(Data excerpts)
:::

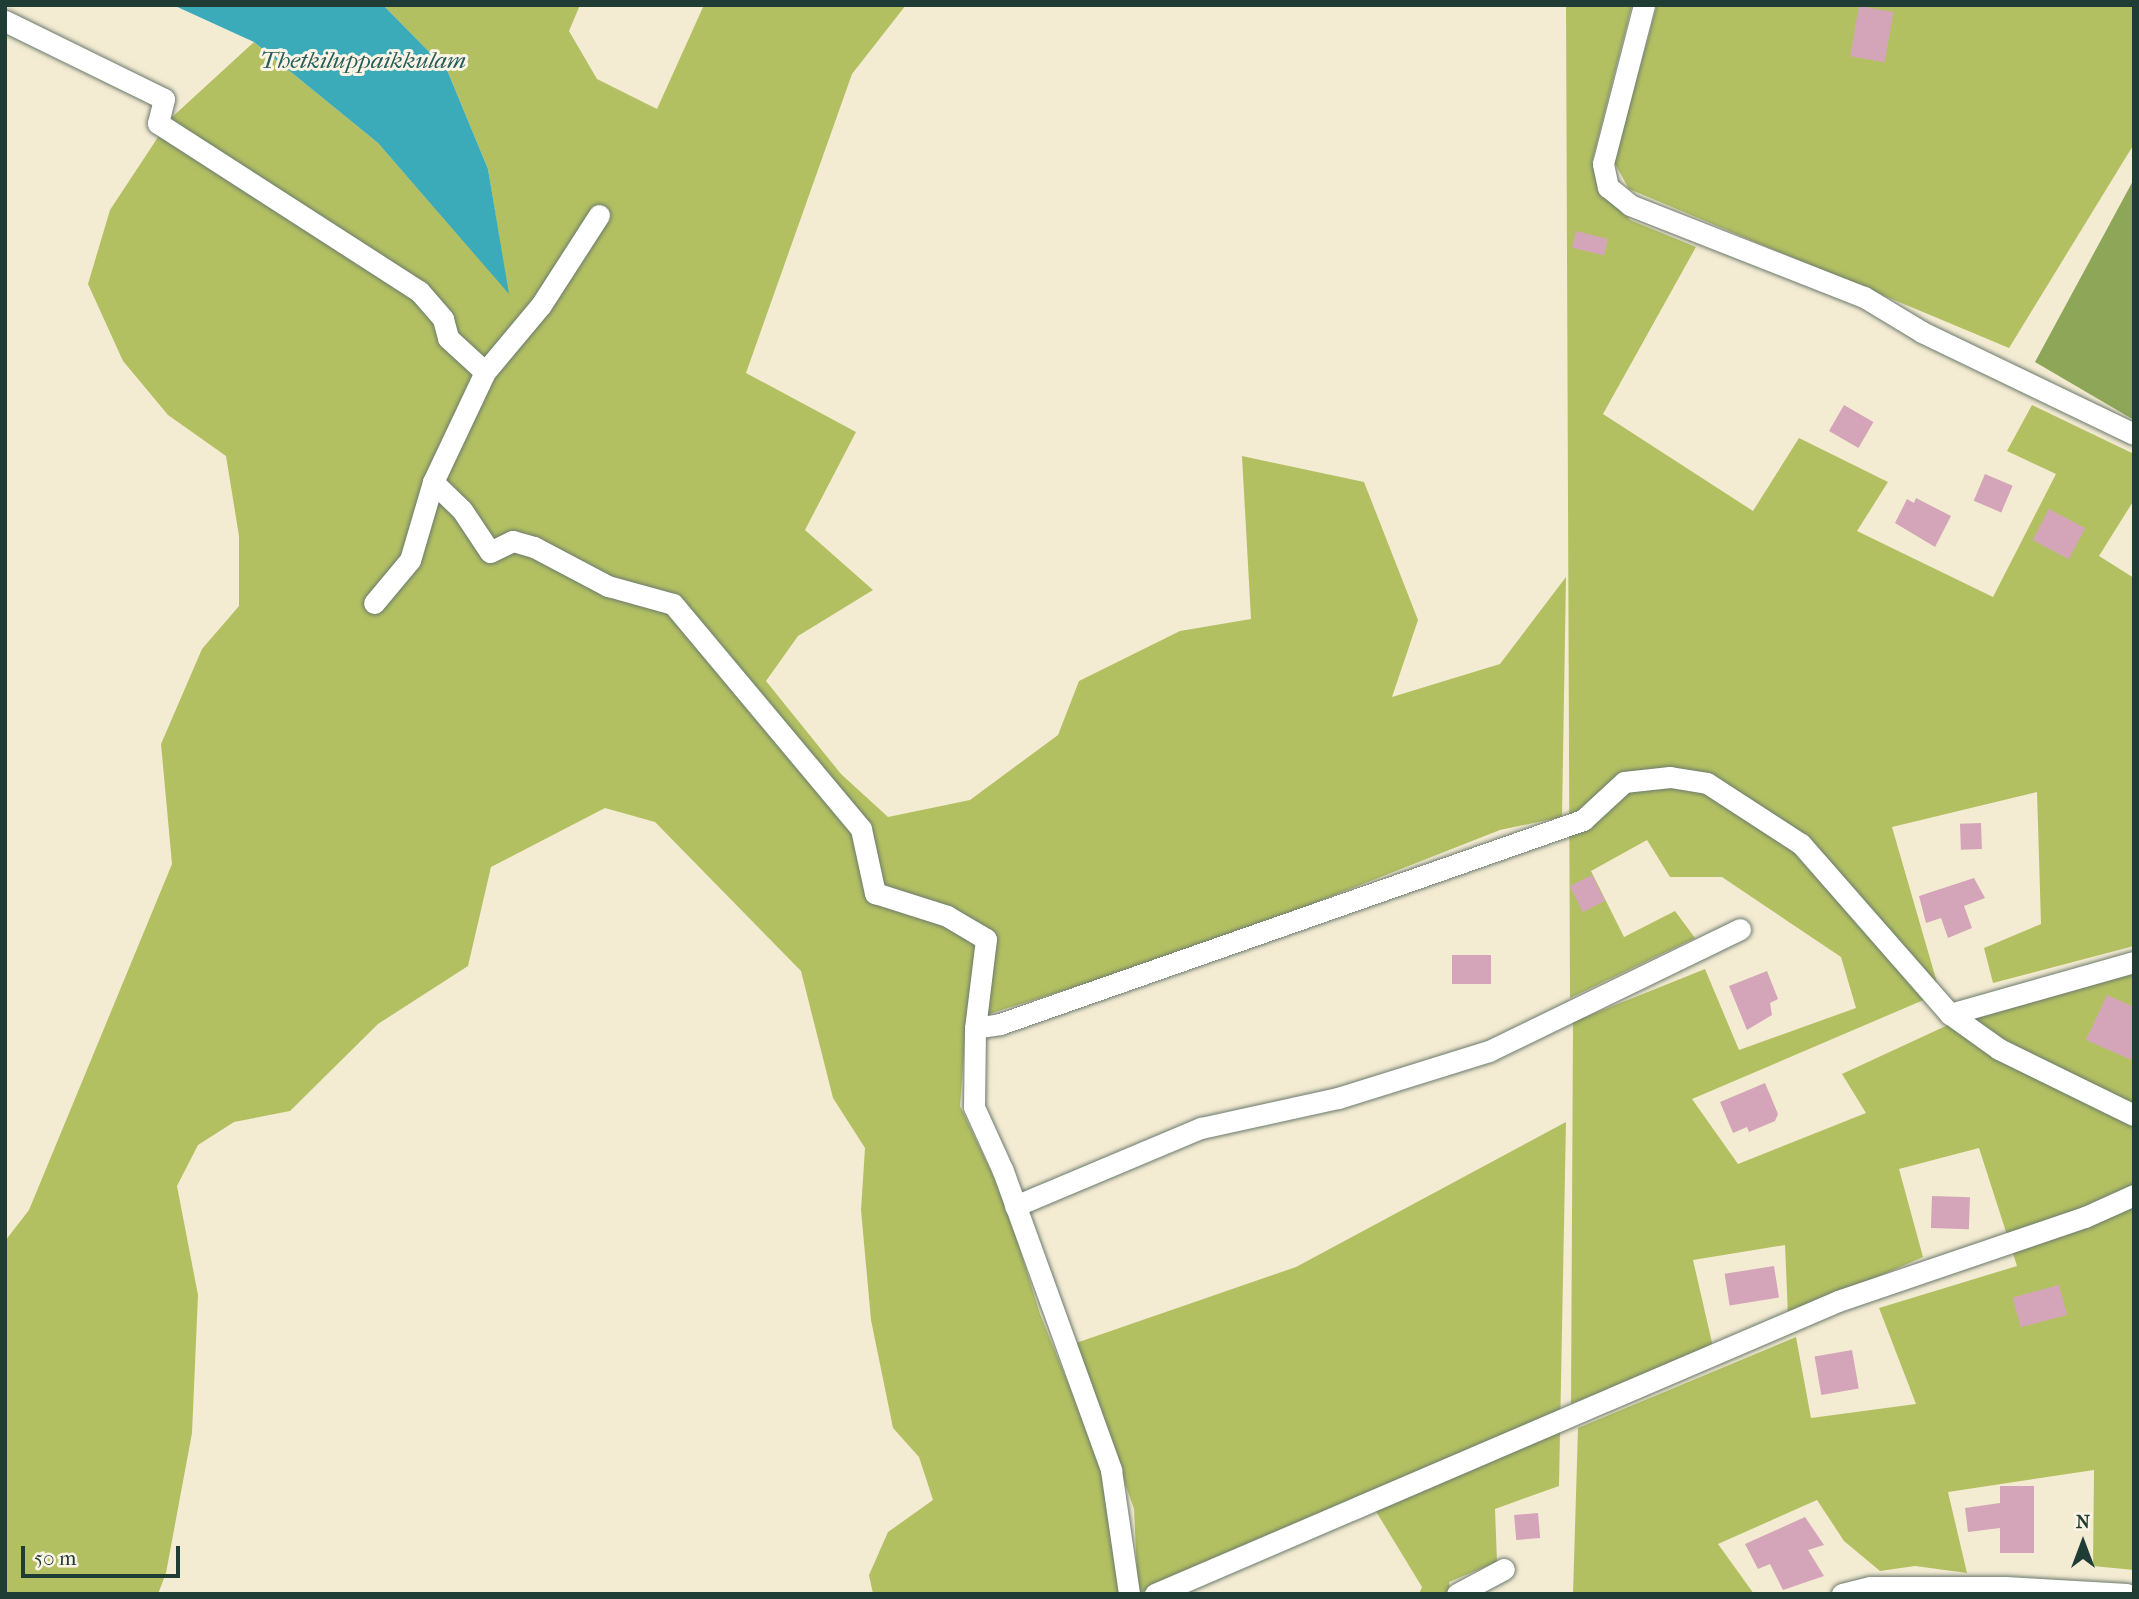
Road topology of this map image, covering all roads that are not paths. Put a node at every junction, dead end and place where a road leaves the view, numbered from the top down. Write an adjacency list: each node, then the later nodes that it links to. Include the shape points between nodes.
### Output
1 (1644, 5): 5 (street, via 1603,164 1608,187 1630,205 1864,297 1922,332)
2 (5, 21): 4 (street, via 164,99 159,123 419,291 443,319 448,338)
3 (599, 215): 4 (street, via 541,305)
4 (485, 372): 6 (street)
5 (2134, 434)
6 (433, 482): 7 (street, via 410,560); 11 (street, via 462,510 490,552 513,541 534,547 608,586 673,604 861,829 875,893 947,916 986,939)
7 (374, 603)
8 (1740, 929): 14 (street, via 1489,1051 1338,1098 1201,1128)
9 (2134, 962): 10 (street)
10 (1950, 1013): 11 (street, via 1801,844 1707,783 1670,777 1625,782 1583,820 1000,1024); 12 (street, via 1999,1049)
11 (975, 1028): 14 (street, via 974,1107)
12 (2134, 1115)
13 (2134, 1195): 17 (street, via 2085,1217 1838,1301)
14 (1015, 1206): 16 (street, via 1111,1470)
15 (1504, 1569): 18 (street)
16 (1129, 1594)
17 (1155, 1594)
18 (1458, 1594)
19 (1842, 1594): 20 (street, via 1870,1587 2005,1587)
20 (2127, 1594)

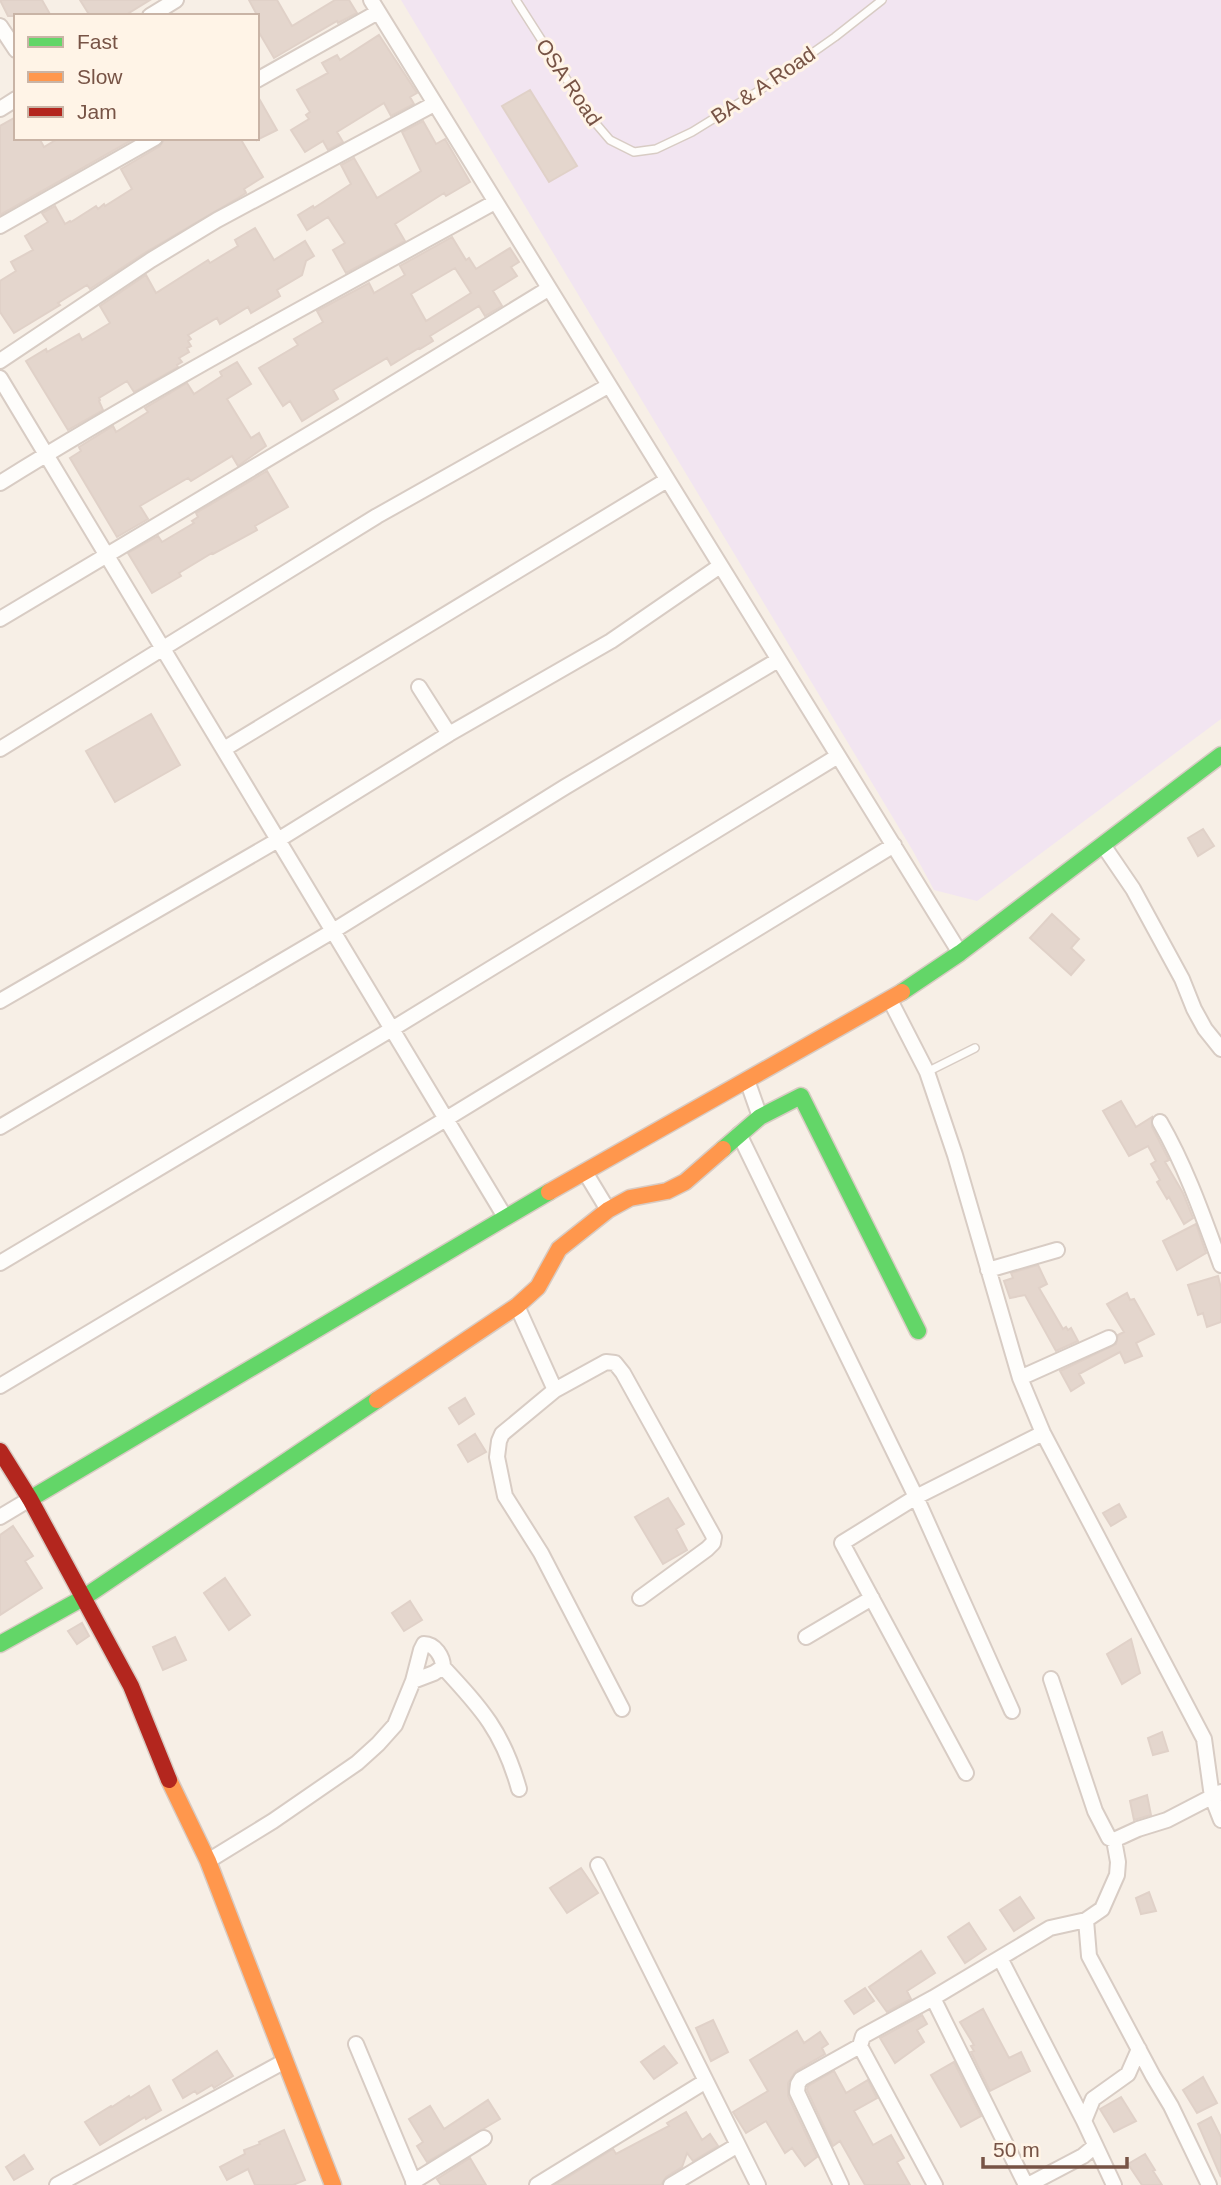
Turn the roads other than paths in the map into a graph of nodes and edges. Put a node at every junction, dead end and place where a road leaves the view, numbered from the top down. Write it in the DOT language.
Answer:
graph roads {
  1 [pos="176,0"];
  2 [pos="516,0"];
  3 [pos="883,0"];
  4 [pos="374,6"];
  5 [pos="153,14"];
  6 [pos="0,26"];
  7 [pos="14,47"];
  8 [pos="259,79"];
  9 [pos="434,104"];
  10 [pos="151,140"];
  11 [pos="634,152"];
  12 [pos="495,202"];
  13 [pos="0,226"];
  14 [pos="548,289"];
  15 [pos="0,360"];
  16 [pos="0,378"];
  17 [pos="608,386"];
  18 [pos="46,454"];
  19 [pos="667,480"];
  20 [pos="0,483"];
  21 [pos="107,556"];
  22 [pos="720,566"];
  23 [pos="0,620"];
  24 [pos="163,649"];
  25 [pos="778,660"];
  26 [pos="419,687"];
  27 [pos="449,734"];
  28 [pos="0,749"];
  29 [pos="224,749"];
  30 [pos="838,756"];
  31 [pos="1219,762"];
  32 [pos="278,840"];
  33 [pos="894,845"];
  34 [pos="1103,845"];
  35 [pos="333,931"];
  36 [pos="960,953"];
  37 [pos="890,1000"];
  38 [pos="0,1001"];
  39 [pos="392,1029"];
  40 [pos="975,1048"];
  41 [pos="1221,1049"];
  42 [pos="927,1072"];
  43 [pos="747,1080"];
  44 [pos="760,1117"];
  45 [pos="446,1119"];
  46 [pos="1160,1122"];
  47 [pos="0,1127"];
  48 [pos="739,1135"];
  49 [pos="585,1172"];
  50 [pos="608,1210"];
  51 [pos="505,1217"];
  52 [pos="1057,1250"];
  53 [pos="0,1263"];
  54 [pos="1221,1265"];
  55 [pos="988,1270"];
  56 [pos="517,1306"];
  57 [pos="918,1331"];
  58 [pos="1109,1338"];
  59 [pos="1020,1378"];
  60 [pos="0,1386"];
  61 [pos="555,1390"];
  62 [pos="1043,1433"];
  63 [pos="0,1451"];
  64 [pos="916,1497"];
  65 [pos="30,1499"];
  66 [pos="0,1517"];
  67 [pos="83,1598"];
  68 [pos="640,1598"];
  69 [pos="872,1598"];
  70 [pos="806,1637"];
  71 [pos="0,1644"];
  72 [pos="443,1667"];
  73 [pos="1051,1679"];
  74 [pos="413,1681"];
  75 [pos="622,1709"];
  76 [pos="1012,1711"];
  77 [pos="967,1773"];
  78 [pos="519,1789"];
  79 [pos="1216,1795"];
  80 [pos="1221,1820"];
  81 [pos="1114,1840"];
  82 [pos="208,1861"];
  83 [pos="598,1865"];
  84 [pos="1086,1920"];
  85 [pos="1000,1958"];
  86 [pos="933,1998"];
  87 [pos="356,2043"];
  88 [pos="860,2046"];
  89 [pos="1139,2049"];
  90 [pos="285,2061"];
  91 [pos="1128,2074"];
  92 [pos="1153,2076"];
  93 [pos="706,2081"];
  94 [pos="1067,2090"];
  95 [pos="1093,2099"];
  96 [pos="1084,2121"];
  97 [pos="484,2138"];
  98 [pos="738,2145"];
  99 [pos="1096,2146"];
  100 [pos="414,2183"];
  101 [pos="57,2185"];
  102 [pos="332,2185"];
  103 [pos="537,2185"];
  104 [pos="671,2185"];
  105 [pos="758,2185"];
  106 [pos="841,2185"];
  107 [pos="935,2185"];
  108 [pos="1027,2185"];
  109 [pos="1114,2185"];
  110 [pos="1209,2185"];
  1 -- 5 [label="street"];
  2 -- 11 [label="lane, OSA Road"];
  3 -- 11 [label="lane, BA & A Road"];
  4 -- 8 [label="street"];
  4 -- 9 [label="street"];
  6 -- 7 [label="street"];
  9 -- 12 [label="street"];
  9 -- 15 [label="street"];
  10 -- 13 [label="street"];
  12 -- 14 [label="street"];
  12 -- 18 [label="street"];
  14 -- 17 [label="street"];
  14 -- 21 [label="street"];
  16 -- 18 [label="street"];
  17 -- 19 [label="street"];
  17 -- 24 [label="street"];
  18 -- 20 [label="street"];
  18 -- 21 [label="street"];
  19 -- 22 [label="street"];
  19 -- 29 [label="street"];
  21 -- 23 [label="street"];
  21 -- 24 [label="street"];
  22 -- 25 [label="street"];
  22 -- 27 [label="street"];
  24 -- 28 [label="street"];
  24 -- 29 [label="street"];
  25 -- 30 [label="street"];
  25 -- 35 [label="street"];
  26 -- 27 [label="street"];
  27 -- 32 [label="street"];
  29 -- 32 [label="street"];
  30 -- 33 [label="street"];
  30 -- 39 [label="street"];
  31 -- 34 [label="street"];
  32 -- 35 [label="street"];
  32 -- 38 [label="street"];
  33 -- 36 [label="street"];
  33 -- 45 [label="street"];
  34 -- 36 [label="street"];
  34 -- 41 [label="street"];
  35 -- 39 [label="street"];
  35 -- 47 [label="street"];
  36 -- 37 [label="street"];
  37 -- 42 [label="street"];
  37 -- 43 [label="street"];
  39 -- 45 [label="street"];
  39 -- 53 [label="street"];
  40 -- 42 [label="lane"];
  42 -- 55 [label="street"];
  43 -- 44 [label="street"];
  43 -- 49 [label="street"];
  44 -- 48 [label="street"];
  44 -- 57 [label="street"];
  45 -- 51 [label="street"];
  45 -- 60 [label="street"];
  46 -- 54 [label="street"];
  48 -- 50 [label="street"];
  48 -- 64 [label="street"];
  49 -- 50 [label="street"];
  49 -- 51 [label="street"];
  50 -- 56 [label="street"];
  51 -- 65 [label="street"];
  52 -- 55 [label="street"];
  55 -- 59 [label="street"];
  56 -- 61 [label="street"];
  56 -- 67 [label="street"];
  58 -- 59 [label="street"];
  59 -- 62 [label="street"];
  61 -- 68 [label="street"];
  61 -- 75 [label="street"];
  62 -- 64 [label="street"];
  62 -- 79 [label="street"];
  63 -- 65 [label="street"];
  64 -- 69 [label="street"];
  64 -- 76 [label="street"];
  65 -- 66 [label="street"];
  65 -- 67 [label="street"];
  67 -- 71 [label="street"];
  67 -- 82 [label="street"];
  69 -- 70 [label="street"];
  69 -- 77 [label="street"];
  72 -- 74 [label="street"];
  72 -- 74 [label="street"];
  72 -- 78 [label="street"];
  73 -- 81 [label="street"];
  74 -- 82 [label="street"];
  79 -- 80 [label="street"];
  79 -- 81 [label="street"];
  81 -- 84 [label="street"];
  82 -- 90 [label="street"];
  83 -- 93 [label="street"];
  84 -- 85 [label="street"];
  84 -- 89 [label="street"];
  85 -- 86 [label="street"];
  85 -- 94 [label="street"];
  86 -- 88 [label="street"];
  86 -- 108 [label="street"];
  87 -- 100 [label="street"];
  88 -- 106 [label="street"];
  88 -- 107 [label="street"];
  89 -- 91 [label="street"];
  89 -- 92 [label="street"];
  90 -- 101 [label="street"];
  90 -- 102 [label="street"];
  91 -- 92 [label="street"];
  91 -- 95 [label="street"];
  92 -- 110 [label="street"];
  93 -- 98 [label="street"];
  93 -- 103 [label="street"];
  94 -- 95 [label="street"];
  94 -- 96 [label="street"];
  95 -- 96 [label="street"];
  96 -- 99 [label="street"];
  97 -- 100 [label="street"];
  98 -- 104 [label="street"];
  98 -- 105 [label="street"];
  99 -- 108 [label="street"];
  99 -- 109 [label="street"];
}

:::

Restate exactly, please, only the lines between the start of the data and the line containing "Turn the roads", both ends included, skipping the pictures.

Road topology of this map image, covering all roads that are not paths. Put a node at every junction, dead end and place where a road leaves the view, numbered from the top down. Write an adjacency list: each node, then the later nodes that it links to. Include the shape points between nodes.
### Output
1 (1644, 5): 5 (street, via 1603,164 1608,187 1630,205 1864,297 1922,332)
2 (5, 21): 4 (street, via 164,99 159,123 419,291 443,319 448,338)
3 (599, 215): 4 (street, via 541,305)
4 (485, 372): 6 (street)
5 (2134, 434)
6 (433, 482): 7 (street, via 410,560); 11 (street, via 462,510 490,552 513,541 534,547 608,586 673,604 861,829 875,893 947,916 986,939)
7 (374, 603)
8 (1740, 929): 14 (street, via 1489,1051 1338,1098 1201,1128)
9 (2134, 962): 10 (street)
10 (1950, 1013): 11 (street, via 1801,844 1707,783 1670,777 1625,782 1583,820 1000,1024); 12 (street, via 1999,1049)
11 (975, 1028): 14 (street, via 974,1107)
12 (2134, 1115)
13 (2134, 1195): 17 (street, via 2085,1217 1838,1301)
14 (1015, 1206): 16 (street, via 1111,1470)
15 (1504, 1569): 18 (street)
16 (1129, 1594)
17 (1155, 1594)
18 (1458, 1594)
19 (1842, 1594): 20 (street, via 1870,1587 2005,1587)
20 (2127, 1594)

Turn the roads other than paths in the map into a graph of nodes and edges. Put a node at every junction, dead end and place where a road leaves the view, numbered from the top down. Write it in the DOT language.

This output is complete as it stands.